:: TASK DIRECTIONS ::
With the records below as your source, retype each line exactly from the top down to the line that contains "Road topology of", and include that line.

DATA FOR THIS EXERCISE: Begin

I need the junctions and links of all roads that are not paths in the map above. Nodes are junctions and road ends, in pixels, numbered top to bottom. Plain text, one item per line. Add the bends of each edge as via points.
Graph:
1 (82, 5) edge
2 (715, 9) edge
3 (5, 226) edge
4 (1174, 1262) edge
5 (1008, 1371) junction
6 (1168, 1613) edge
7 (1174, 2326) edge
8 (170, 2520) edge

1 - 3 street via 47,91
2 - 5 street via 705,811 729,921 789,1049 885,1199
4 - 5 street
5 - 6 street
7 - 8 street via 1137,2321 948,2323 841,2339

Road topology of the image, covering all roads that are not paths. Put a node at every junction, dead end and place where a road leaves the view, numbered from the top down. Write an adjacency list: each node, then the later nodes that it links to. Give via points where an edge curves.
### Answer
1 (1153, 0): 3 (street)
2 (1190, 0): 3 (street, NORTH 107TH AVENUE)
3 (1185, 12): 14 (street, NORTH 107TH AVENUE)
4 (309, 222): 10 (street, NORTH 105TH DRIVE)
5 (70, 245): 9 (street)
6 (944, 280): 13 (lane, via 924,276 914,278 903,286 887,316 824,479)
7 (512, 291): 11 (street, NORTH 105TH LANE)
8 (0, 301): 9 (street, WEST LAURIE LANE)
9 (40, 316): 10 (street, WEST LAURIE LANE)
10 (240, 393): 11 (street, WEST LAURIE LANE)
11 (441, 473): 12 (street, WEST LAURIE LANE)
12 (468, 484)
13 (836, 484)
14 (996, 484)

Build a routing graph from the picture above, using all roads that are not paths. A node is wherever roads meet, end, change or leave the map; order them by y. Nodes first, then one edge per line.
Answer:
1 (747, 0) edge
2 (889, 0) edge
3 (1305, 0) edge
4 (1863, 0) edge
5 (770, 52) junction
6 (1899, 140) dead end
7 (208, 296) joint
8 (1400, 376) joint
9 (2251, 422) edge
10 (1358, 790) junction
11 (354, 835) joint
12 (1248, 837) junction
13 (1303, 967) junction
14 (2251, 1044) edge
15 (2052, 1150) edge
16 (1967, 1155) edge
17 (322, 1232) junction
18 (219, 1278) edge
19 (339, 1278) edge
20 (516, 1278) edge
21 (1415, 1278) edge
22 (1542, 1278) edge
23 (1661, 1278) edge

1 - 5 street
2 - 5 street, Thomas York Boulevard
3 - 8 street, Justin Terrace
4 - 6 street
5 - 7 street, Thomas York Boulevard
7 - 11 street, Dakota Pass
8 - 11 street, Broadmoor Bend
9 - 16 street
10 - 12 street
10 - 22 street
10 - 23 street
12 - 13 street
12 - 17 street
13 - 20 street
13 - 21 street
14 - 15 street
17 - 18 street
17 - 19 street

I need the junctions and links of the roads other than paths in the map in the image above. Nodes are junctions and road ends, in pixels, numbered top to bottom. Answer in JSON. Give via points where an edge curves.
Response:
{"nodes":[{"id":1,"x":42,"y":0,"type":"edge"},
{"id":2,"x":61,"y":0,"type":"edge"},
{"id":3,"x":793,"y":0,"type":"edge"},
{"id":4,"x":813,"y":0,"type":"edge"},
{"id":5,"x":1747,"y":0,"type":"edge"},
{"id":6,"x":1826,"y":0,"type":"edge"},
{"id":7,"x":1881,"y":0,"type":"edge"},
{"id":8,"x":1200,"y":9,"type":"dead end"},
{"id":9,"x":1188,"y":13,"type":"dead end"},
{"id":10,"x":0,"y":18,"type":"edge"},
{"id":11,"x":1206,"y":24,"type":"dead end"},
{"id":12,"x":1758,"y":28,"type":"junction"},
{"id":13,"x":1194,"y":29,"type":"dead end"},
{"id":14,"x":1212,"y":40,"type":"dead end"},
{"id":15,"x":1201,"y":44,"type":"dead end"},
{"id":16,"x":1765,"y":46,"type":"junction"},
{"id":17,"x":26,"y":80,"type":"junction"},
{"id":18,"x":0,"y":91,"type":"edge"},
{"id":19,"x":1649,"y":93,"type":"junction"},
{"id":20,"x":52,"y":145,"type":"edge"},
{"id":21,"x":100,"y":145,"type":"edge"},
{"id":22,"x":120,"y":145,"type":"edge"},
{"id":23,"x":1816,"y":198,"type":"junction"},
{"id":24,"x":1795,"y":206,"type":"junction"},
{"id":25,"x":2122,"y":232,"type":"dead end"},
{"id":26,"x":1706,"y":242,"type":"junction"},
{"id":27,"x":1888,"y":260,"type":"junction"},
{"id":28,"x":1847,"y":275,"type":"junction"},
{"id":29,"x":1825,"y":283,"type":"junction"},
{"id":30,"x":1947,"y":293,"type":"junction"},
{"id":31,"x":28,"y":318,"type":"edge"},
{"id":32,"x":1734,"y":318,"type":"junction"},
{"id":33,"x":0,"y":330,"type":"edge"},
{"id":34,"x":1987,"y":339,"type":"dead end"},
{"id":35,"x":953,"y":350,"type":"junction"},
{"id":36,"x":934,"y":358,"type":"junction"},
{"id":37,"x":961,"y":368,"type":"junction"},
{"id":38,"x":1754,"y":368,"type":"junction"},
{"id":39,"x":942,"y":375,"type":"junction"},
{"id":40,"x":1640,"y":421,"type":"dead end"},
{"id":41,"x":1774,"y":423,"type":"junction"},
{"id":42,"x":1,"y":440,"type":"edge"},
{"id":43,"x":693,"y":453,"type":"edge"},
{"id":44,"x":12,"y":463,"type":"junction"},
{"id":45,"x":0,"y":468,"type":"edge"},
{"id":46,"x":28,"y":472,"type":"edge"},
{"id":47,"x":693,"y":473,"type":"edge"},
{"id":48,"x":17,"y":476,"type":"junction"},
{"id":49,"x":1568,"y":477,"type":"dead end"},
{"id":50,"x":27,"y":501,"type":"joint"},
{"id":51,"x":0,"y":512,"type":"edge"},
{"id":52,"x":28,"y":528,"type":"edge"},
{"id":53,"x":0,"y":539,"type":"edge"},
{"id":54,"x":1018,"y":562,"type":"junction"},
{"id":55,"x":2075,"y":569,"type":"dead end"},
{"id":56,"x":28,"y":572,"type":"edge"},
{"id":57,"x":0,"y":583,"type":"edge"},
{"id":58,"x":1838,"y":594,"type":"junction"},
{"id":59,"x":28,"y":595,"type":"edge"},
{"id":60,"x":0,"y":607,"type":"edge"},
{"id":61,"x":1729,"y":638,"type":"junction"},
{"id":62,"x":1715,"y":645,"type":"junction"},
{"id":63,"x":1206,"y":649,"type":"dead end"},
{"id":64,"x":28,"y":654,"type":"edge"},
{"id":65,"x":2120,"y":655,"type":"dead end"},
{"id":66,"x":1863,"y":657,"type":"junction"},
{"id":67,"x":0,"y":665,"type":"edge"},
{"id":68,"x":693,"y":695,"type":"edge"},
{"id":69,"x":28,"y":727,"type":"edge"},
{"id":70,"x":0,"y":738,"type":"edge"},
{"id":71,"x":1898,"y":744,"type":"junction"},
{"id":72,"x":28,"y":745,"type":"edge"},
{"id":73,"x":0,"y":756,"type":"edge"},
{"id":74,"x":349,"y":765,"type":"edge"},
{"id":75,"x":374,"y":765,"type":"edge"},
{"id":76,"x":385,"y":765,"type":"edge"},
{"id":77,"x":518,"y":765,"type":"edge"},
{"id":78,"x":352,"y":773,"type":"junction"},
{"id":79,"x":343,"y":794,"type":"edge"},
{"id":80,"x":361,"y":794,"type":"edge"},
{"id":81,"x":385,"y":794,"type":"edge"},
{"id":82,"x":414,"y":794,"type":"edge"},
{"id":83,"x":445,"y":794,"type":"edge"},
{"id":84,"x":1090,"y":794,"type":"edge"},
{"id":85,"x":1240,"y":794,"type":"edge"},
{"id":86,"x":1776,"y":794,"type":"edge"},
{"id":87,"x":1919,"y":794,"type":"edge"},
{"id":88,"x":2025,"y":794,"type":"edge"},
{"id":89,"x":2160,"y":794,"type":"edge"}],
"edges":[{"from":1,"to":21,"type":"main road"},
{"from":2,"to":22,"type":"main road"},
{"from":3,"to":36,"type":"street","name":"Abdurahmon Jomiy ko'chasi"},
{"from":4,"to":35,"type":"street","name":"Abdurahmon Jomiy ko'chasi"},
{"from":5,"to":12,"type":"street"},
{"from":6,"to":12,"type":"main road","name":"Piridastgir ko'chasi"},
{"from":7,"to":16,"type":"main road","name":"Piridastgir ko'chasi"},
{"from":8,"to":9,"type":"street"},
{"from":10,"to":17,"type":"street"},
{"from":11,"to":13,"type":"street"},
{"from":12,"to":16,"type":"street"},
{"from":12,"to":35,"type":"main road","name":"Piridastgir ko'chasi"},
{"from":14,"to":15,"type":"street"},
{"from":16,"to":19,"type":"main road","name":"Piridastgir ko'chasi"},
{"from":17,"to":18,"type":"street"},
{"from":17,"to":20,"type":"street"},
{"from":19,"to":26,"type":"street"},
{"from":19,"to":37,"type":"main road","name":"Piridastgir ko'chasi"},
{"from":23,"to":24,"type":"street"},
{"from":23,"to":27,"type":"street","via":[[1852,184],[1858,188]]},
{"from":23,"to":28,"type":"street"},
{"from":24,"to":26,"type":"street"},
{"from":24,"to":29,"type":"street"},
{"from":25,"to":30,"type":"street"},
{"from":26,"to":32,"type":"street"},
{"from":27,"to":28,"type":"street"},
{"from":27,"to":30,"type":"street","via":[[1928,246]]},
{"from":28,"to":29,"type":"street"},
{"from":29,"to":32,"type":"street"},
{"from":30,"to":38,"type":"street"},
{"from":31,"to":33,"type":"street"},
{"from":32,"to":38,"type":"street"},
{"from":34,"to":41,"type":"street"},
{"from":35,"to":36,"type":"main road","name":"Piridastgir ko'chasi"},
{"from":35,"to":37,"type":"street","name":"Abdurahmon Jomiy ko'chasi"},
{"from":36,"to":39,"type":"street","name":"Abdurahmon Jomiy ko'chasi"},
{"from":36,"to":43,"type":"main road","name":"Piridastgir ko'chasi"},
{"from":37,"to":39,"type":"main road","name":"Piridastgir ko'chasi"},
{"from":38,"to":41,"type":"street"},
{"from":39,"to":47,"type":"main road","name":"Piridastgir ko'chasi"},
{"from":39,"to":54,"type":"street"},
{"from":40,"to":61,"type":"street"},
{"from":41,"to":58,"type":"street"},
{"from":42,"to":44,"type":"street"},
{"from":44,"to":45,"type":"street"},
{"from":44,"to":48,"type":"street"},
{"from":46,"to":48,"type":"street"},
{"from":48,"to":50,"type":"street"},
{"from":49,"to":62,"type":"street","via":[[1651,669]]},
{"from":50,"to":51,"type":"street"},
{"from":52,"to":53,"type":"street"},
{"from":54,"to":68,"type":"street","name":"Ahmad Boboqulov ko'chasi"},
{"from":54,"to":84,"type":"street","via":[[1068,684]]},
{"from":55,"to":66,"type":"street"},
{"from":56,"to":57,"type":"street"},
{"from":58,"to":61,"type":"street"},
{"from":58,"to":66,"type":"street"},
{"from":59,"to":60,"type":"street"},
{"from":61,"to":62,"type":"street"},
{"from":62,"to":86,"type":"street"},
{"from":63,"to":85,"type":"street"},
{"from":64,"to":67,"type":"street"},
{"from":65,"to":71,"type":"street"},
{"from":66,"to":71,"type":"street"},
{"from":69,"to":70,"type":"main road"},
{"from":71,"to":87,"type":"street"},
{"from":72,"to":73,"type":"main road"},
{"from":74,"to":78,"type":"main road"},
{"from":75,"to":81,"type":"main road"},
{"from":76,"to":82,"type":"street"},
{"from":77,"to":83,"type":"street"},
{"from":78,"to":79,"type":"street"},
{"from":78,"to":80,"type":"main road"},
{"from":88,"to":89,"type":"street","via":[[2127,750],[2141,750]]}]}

DATA FOR THIS EXERCISE: End

:: RESULT ::
I need the junctions and links of all roads that are not paths in the map above. Nodes are junctions and road ends, in pixels, numbered top to bottom. Plain text, one item per line. Add the bends of each edge as via points.
Graph:
1 (82, 5) edge
2 (715, 9) edge
3 (5, 226) edge
4 (1174, 1262) edge
5 (1008, 1371) junction
6 (1168, 1613) edge
7 (1174, 2326) edge
8 (170, 2520) edge

1 - 3 street via 47,91
2 - 5 street via 705,811 729,921 789,1049 885,1199
4 - 5 street
5 - 6 street
7 - 8 street via 1137,2321 948,2323 841,2339

Road topology of the image, covering all roads that are not paths. Put a node at every junction, dead end and place where a road leaves the view, numbered from the top down. Write an adjacency list: each node, then the later nodes that it links to. Give via points where an edge curves.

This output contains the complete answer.